Because each device driver can be very different in architecture, the interfaces it supports, its size, the complexity of its implementation, and the kind of hardware it supports, no single step-by-step procedure for device driver development applies to all device drivers. Your device hardware may generate interrupts or may be a polled device. It may support direct memory access (DMA), and you may be able to turn it on and off for power management support. Applications may require your device driver to manage multiple open instances across multiple devices, or your driver may support only one open instance on one hardware device.
For this reason, this guide focuses on the most frequently used scenarios:
- Porting a sample stream driver to start your device driver project
- Managing device driver context
- Adding support for interrupt handling
- Marshaling data between caller and device driver address spaces
- Adding support for DMA
- Supporting device interfaces
- Supporting power management
Not all implementation tasks in this article may apply to your device driver. Choose from the topics in this guide that apply to your particular device driver design. Each topic provides pointers to reference documentation that explains the relevant APIs in more detail. Some topics refer you to a sample device driver that provides a working example of the functionality that is explained in the topic; you can study this example code to understand how to implement the functionality that you need while you learn how to use the APIs more effectively.
In This Section
- Port the Sample Stream Driver
Describes how to copy the sample stream driver to your OS design as a starting point for your device driver implementation.
- Manage Device Driver Context
Shows how device drivers use contexts to manage multiple open instances and multiple devices, and provides example code that shows how to create and return a device context and an open context.

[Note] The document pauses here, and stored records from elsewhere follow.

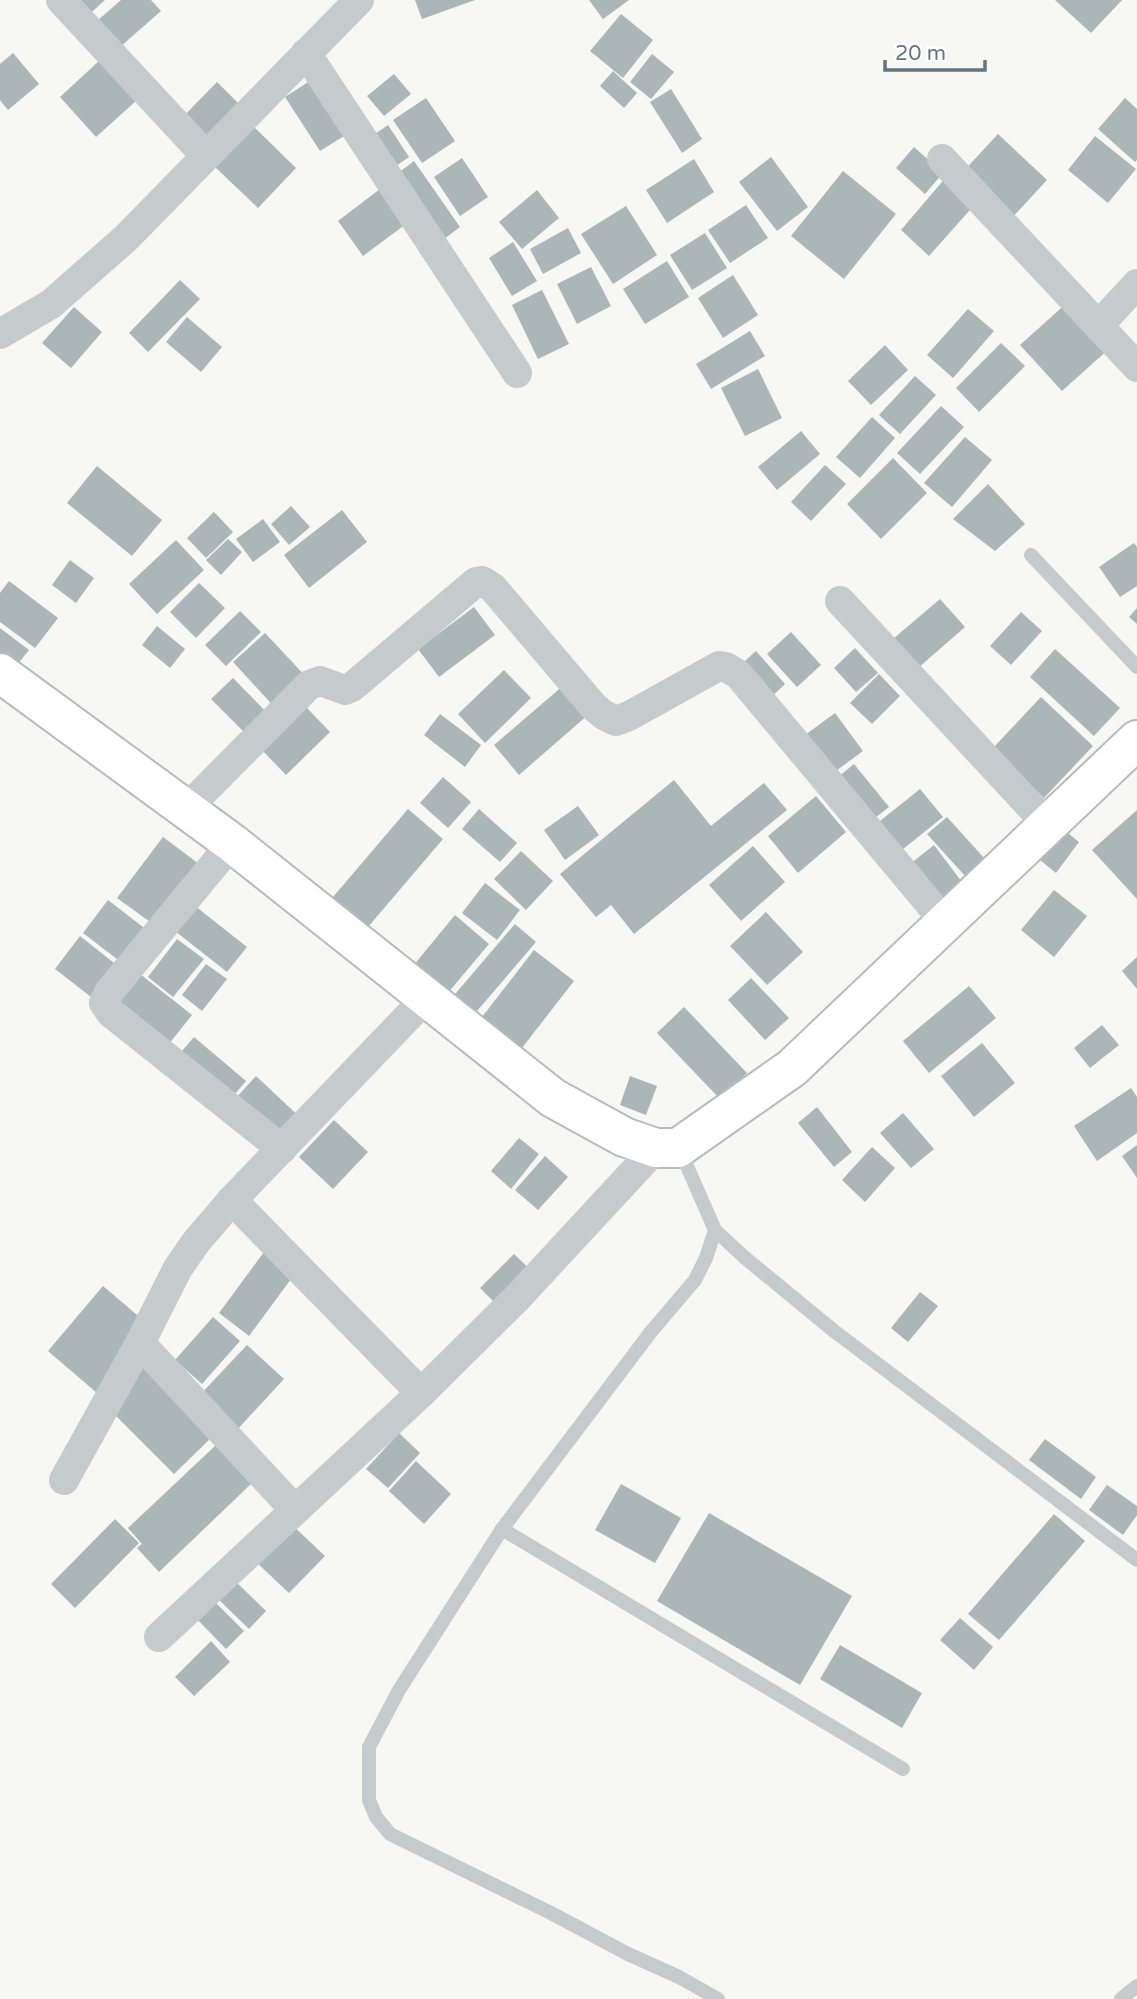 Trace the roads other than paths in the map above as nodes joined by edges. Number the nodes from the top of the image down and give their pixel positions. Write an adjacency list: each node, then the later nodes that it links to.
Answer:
1 (61, 0): 4 (street)
2 (359, 0): 3 (street)
3 (306, 53): 4 (street); 10 (street)
4 (206, 156): 8 (street)
5 (942, 159): 7 (street)
6 (1137, 284): 7 (street)
7 (1099, 325): 9 (street)
8 (0, 334)
9 (1137, 367)
10 (517, 373)
11 (1031, 555): 13 (lane)
12 (840, 601): 17 (street)
13 (1137, 667)
14 (0, 673): 16 (main road)
15 (1137, 740): 17 (main road)
16 (186, 809): 18 (main road); 19 (street)
17 (1048, 825): 19 (main road)
18 (232, 843): 20 (main road); 22 (street)
19 (945, 922): 21 (main road)
20 (427, 997): 21 (main road); 22 (street)
21 (667, 1148): 24 (lane); 26 (street)
22 (282, 1149): 23 (street)
23 (232, 1200): 25 (street); 26 (street)
24 (715, 1230): 29 (lane); 30 (lane)
25 (140, 1343): 27 (street); 28 (street)
26 (421, 1393): 28 (street)
27 (64, 1480)
28 (295, 1510): 31 (street)
29 (502, 1528): 32 (lane); 34 (lane)
30 (1137, 1560)
31 (159, 1637)
32 (903, 1769)
33 (1137, 1986): 35 (lane)
34 (718, 1999)
35 (1121, 1999)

- Add Interrupt Handling Functionality
Describes how device drivers use interrupt service routines (ISRs) and interrupt service threads (ISTs) to process interrupts to service their devices.
- Marshal Data Between Memory Buffers
Describes the kernel buffer marshaling functions that marshal data between applications and your device driver.
- Support Direct Memory Access
Describes three ways that you can use DMA to transfer data between memory and the device, and from memory to memory.
- Support Device Interfaces
Describes how device drivers use device interface classes to implement device interfaces.
- Support Power Management
Describes how you can add power management support to your device driver to reduce power consumption on your device.